§ PROBLEM DETAILS
Copy each line of the following material that has the string "Nord".

§ SOURCE MATERIAL
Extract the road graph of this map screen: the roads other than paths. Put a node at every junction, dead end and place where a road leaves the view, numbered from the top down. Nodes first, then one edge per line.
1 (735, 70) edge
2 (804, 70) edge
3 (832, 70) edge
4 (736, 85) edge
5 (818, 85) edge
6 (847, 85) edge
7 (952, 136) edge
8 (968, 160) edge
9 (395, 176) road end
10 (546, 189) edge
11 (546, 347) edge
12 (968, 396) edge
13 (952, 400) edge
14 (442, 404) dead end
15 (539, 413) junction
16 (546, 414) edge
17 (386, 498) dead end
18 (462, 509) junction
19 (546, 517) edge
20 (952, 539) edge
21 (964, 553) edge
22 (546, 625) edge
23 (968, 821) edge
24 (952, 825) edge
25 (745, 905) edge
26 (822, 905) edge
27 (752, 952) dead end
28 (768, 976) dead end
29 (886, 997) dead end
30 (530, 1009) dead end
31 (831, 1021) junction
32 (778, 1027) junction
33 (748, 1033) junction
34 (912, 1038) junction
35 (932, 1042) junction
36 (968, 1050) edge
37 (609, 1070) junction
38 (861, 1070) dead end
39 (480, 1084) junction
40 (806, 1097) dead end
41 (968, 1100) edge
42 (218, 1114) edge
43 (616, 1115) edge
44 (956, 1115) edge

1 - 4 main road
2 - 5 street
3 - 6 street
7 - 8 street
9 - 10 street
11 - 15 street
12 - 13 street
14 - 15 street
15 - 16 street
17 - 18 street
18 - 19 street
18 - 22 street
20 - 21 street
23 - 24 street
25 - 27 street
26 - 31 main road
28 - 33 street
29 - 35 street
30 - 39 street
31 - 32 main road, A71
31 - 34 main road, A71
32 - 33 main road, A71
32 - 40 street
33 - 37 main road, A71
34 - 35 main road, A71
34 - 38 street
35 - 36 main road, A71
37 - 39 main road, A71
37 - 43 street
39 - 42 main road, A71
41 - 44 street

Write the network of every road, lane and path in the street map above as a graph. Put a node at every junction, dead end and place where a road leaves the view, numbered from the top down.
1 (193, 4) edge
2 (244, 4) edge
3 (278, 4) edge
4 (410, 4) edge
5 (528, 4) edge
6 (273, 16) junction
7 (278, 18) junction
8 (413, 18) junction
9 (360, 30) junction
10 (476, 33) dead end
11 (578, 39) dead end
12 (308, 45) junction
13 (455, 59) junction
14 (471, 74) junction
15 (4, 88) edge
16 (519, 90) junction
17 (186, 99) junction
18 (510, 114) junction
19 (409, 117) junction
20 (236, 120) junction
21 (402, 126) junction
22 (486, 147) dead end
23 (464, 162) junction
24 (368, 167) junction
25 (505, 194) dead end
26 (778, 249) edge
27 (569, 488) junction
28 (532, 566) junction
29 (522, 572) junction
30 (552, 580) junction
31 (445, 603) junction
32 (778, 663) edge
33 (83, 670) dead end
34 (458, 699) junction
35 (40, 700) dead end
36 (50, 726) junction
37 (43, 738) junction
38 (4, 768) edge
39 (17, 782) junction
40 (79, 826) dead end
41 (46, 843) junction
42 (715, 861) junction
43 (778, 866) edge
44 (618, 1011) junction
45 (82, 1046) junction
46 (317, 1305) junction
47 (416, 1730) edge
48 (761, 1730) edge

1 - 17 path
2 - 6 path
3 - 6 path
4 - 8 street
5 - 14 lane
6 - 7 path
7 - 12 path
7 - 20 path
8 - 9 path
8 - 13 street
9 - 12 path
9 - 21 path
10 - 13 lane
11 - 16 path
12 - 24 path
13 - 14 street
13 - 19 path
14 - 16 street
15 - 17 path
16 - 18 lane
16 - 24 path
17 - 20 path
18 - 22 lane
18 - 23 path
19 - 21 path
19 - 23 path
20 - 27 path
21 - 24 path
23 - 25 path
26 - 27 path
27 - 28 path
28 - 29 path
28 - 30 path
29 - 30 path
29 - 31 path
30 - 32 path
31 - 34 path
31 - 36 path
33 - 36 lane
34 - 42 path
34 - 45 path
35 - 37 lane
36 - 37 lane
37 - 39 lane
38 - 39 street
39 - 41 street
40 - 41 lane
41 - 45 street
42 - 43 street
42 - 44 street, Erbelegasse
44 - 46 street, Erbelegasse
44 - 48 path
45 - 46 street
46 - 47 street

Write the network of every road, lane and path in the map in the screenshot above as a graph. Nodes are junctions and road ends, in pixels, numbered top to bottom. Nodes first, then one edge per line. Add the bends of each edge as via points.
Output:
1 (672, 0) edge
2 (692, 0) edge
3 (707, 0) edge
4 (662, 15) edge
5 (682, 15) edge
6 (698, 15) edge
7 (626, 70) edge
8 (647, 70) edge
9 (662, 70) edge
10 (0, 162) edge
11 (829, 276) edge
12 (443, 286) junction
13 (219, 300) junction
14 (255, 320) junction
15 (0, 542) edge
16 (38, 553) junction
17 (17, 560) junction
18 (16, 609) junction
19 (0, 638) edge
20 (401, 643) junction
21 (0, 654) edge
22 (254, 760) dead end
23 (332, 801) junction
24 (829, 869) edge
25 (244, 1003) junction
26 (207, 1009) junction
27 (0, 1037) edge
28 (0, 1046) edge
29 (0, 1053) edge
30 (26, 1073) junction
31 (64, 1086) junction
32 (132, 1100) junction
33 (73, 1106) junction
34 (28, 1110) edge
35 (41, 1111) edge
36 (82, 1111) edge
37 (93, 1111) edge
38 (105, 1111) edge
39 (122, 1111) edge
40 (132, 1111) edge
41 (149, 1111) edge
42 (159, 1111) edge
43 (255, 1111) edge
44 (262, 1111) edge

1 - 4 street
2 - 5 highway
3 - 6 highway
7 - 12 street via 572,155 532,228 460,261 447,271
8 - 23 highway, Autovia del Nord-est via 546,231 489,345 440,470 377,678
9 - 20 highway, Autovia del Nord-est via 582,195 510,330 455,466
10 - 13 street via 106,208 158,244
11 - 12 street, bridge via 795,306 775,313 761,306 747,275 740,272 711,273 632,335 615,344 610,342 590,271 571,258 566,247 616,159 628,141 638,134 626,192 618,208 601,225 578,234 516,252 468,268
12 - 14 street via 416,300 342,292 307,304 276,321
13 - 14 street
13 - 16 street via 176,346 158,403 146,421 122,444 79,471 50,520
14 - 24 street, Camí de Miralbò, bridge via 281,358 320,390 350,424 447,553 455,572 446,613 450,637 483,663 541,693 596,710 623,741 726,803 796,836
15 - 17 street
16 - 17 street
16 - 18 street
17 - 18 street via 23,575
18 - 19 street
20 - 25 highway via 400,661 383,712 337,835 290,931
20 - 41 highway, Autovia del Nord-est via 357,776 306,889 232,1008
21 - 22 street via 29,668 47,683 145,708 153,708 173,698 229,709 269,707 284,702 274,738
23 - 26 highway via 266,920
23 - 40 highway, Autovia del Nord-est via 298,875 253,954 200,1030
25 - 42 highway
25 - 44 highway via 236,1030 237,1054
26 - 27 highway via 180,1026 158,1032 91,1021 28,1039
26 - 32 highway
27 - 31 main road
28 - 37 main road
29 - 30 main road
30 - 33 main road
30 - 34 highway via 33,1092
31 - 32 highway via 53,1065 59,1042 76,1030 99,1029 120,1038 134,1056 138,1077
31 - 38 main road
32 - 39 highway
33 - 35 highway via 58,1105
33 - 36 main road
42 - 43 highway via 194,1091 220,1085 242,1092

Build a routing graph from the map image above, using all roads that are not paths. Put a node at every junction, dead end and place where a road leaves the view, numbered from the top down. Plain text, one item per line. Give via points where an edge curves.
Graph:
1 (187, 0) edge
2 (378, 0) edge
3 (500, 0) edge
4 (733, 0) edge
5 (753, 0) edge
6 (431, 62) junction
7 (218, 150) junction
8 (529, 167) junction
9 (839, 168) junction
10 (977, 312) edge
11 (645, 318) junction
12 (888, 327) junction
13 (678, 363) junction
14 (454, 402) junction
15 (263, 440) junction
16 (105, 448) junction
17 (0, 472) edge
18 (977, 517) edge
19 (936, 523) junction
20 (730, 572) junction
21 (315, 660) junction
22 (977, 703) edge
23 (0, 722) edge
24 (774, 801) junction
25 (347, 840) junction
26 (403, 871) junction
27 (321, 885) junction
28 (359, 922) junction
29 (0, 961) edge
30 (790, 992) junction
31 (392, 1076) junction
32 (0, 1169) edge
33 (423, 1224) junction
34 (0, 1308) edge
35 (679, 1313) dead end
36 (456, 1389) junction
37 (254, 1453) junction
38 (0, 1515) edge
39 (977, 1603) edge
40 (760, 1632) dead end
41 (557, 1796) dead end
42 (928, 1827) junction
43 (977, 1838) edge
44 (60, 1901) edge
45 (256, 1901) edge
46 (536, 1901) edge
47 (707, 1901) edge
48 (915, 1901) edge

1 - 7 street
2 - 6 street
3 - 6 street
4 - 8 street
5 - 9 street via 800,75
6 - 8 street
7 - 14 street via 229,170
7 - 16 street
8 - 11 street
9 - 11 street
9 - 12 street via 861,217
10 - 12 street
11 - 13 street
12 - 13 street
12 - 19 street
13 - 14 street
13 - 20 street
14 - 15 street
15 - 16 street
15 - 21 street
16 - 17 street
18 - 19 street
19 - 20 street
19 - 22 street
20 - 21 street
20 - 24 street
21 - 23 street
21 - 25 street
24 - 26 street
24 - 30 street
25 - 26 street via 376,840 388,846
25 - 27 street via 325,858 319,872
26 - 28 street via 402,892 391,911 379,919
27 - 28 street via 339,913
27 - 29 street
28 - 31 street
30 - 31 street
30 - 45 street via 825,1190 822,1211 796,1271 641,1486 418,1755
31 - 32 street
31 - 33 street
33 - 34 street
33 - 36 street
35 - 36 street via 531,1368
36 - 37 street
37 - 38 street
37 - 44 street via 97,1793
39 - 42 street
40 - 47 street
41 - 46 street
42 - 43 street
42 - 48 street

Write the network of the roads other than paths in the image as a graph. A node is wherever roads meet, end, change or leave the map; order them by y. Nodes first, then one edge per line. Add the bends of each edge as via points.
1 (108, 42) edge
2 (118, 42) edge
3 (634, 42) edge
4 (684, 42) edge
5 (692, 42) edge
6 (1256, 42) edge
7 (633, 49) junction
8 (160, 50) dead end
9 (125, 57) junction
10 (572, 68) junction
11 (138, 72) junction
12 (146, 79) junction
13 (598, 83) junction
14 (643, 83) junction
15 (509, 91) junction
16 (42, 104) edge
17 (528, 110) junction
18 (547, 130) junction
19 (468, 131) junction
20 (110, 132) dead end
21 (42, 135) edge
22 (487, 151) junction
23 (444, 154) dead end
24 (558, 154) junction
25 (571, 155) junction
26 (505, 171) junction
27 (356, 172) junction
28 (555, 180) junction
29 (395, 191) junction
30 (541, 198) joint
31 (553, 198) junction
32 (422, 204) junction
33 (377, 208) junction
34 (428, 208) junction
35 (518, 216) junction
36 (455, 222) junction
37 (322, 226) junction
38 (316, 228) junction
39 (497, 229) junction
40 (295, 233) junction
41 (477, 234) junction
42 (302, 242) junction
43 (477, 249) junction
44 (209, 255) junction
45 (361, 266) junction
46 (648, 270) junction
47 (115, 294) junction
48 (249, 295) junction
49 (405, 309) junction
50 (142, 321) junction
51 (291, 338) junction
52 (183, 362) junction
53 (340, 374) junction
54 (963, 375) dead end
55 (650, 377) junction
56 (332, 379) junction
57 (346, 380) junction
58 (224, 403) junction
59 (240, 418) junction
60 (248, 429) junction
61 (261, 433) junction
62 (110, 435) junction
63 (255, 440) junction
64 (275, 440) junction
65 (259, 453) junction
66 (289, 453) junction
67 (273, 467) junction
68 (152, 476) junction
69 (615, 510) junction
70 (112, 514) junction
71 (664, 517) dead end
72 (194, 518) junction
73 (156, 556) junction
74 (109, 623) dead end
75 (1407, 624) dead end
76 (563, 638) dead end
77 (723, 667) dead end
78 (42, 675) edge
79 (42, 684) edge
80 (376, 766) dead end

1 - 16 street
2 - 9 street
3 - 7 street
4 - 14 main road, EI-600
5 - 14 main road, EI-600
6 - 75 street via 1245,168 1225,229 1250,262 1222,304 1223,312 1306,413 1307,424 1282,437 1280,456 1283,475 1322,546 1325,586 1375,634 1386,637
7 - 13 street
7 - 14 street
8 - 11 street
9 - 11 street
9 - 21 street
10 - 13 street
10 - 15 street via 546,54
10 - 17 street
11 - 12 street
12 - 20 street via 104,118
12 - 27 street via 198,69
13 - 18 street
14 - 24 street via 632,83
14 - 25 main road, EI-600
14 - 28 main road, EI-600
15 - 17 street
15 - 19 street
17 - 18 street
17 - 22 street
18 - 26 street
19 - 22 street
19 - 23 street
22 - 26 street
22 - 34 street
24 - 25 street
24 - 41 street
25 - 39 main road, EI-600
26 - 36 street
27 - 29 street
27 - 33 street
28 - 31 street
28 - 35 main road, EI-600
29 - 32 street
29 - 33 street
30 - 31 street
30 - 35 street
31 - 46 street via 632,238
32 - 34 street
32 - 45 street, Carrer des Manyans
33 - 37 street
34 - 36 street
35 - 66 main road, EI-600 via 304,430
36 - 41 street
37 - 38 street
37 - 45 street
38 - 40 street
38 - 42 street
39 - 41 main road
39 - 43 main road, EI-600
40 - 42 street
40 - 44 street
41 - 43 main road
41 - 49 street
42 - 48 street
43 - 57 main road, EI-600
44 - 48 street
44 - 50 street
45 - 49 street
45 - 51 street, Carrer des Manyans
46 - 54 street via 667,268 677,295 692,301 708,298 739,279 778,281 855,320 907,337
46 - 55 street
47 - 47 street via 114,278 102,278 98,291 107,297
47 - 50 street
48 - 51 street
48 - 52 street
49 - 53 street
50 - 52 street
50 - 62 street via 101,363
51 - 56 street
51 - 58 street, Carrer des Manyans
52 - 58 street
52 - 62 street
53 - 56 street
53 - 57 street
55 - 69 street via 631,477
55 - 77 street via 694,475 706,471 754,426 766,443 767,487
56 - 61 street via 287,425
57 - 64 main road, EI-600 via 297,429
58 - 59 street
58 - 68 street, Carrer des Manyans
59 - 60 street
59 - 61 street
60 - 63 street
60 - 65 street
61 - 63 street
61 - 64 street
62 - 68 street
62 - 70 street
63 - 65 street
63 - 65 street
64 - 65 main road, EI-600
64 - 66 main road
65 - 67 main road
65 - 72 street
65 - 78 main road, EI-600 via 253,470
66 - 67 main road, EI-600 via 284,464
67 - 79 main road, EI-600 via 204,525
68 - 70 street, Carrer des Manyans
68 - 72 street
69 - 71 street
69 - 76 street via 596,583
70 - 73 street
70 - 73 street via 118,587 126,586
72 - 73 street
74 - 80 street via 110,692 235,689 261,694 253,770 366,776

§ REPLY
8 - 23 highway, Autovia del Nord-est via 546,231 489,345 440,470 377,678
9 - 20 highway, Autovia del Nord-est via 582,195 510,330 455,466
20 - 41 highway, Autovia del Nord-est via 357,776 306,889 232,1008
23 - 40 highway, Autovia del Nord-est via 298,875 253,954 200,1030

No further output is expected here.